As discussed here yesterday, Stephen Colbert strung a gross, vulgar, precedent-shattering string of ugly ad hominem insults against the President of the United States this week, a volley that included the homophobic slur “cock holster,” insinuating, because such an image is so hilarious, that the leader of his country fellates Vladimir Putin. Last night he answered the collective criticism. Here is what he said, and said with the repulsively smug “aren’t I clever and amusing!” smirk that has always made this comic hard to watch for me (Samantha Bee does the same thing). As a professional director, I think it’s bad technique, and hackish. But I digress…back to Colbert:

“I’m your host, Stephen Colbert. Still? I am still the host? I’m still the host!!…Now, if you saw my monologue Monday, you know that I was a little upset at Donald Trump for insulting a friend of mine. So at the end of that monologue, I had a few choice insults for the president in return. I don’t regret that. He, I believe, can take care of himself. I have jokes; he has the launch codes. So, it’s a fair fight…While I would do it again, I would change a few words that were cruder than they needed to be.”

Then he pandered to the critics who condemned his “cock holster” joke as homophobic by blathering briefly about how anyone who expresses love for any human being is a “hero” [Translation: “I love you all, Gay Progressives! Don’t be mad at me! Remember when you got mad at Alec Baldwin for calling a photographer a cocksucker? You forgave him because he votes for the right party, and so do I! “], and introduced gay actor Jim Parsons, who plays the uber-nerd in “Big Bang Theory” to prove it.
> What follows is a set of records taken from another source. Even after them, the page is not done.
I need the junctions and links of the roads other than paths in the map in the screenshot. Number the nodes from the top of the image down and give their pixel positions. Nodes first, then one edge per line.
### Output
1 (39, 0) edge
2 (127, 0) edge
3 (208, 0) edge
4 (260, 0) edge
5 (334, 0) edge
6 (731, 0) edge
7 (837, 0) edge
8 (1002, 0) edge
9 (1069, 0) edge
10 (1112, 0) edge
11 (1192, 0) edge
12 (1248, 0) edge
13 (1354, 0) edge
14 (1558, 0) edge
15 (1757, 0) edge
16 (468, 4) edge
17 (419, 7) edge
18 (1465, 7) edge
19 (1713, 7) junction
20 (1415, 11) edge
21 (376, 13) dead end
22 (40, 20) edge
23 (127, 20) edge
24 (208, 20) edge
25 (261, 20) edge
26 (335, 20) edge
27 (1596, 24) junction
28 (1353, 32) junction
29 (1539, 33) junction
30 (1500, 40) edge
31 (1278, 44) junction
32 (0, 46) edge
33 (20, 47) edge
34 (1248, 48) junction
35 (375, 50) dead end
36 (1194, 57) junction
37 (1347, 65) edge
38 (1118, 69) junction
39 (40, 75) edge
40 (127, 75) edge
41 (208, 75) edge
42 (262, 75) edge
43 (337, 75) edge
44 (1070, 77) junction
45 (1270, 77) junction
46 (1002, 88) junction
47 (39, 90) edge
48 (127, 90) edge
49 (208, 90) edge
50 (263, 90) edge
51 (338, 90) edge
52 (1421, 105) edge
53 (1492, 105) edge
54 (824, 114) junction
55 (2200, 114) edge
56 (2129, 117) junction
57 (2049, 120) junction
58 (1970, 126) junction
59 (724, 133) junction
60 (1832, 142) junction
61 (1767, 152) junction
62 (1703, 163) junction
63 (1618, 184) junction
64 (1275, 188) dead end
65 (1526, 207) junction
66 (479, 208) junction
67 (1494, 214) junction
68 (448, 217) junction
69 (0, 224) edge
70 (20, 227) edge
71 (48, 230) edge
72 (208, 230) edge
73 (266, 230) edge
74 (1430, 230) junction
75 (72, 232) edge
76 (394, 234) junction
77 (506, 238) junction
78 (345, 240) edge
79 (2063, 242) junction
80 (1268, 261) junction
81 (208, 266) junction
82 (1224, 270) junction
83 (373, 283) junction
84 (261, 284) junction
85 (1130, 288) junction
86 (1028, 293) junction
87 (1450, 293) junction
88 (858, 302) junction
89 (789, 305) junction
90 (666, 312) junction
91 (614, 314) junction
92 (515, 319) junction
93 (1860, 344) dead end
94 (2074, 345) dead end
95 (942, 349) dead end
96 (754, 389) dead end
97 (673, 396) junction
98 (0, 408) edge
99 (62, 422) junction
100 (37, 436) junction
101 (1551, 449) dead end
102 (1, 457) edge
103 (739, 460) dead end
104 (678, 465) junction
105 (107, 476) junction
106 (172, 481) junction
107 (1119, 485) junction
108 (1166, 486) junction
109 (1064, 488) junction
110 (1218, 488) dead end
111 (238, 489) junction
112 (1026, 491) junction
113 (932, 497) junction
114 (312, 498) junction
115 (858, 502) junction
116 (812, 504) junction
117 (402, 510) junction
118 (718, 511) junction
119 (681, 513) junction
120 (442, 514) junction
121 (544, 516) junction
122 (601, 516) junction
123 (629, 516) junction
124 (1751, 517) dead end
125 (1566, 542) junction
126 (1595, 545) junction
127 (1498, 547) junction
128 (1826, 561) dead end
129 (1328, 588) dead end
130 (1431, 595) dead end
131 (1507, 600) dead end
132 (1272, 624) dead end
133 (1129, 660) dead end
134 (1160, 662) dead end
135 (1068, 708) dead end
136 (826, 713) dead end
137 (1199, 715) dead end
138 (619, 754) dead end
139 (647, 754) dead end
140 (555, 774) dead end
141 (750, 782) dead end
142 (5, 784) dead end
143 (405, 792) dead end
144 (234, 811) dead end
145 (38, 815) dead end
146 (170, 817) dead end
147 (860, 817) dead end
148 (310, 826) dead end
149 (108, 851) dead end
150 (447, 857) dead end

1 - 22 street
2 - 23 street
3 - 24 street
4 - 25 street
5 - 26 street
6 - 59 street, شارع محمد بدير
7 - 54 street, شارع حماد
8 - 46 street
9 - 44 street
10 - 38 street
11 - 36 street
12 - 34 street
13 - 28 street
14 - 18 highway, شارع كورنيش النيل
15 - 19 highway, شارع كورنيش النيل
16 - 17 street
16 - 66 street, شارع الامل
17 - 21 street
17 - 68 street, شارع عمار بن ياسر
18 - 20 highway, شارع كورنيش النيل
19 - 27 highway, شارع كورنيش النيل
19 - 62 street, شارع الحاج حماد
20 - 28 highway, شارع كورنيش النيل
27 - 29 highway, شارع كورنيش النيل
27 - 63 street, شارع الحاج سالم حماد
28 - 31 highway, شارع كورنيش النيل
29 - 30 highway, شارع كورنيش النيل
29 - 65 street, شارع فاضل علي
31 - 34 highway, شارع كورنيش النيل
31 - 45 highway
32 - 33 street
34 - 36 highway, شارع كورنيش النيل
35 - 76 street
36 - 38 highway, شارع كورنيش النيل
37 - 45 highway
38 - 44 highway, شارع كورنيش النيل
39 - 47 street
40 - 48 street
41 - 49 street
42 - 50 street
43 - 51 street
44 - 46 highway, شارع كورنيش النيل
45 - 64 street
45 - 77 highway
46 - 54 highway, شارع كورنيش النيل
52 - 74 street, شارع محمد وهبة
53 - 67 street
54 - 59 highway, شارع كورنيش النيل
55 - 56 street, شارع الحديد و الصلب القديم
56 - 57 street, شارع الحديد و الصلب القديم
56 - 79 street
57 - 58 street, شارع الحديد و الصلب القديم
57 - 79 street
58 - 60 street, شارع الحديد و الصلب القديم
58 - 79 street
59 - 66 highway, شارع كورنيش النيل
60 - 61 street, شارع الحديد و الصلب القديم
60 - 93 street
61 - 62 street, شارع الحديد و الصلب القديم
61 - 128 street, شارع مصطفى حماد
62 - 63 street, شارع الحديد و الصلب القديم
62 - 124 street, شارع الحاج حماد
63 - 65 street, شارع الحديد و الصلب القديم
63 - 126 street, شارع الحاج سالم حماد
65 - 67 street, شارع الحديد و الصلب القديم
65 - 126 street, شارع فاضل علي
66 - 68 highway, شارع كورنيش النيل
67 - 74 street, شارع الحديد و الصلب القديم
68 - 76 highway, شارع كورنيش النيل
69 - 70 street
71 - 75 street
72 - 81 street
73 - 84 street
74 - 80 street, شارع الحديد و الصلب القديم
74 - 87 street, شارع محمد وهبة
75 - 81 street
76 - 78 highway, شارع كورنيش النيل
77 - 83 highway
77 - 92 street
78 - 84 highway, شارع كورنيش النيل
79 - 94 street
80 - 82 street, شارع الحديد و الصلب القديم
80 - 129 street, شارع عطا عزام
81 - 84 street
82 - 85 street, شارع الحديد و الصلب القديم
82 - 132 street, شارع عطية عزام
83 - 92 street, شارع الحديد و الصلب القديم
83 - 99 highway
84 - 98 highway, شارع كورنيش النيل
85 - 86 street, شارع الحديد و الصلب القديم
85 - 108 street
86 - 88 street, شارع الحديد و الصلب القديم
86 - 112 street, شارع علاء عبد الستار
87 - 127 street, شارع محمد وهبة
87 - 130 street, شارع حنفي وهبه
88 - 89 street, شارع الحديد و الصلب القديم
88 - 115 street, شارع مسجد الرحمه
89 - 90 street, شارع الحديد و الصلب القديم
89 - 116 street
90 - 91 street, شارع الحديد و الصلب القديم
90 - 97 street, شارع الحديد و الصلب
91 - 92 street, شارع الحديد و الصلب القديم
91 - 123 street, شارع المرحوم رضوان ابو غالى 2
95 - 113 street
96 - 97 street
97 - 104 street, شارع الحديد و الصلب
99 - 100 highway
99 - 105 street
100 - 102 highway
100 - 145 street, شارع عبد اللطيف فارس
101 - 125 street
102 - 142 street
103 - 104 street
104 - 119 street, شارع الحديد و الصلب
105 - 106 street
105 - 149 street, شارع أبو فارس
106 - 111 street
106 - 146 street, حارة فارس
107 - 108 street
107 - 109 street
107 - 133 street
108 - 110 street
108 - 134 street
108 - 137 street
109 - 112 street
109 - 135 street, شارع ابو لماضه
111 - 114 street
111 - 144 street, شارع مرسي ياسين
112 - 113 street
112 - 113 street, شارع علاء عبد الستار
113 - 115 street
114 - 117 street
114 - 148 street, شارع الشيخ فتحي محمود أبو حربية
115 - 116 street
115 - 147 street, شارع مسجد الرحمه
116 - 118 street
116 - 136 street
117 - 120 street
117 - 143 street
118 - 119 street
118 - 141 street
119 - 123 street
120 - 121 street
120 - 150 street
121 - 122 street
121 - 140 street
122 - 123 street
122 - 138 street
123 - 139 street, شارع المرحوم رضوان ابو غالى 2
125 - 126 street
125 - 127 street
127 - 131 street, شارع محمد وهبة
What did this moment tell us about Stephen Colbert?

Stephen Colbert doubled down on using the phrase cock holder on the air in a high profile network show. He did not apologize or retract the worst vulgarity that has ever been allowed to go out to millions on a pre-taped network show, and that record-worst vulgarity was directed at the President of the United States, who, like it or not, is the representative of our democracy world-wide and who, like it or not, carries the mantle of all who preceded him.

Colbert’s  justification for this is that the President insulted Colbert’s “friend,”  “Face the Nation” host John Dickerson [if you believe that Colbert and Dickerson are any more real friends than Colbert and the CBS cafeteria ladies, I have a bridge to sell you], so this justified exporting obscenity, uninvited, into millions of American homes, and further polluting political discourse and civil society.

This is signature significance. Stephen Colbert is an irresponsible, hateful, fame-addled, unprofessional asshole without the decency or ethical awareness to know when he has crossed a big, bold, long-standing cultural ethics line, or the courage to accept responsibility for it. His ethics ignorance was on display in his scripted–scripted! Like “cock-holster,” somebody was paid to write this garbage—comments. He expressed or embraced the unethical logic of Rationalizations #2, 7, 13, 14, 19A,  52,  and more.

Revealingly, Colbert, an alleged comedian, did not cite #54, The Joke Excuse, though as a holder of the Jester’s Privilege, that one was properly available to him. This signaled that Colbert was NOT joking, but being genuinely and intentionally hateful and insulting the President of the United States in as gross and demeaning a manner as he could, and that he meant it. Well, that’s an abuse of his position and the platform provided to him by CBS.

Meanwhile, Colbert stacked all of his chips on  Rationalization #11. The King’s Pass, The Star Syndrome, or “What Will We Do Without Him?” He knows he can get away with conduct that would get lesser lights suspended or fired, so, like all organization high-performers who double as ethics corrupters, Colbert acted accordingly. Not only that, he gloated about it. “See? Can’t fire ME!”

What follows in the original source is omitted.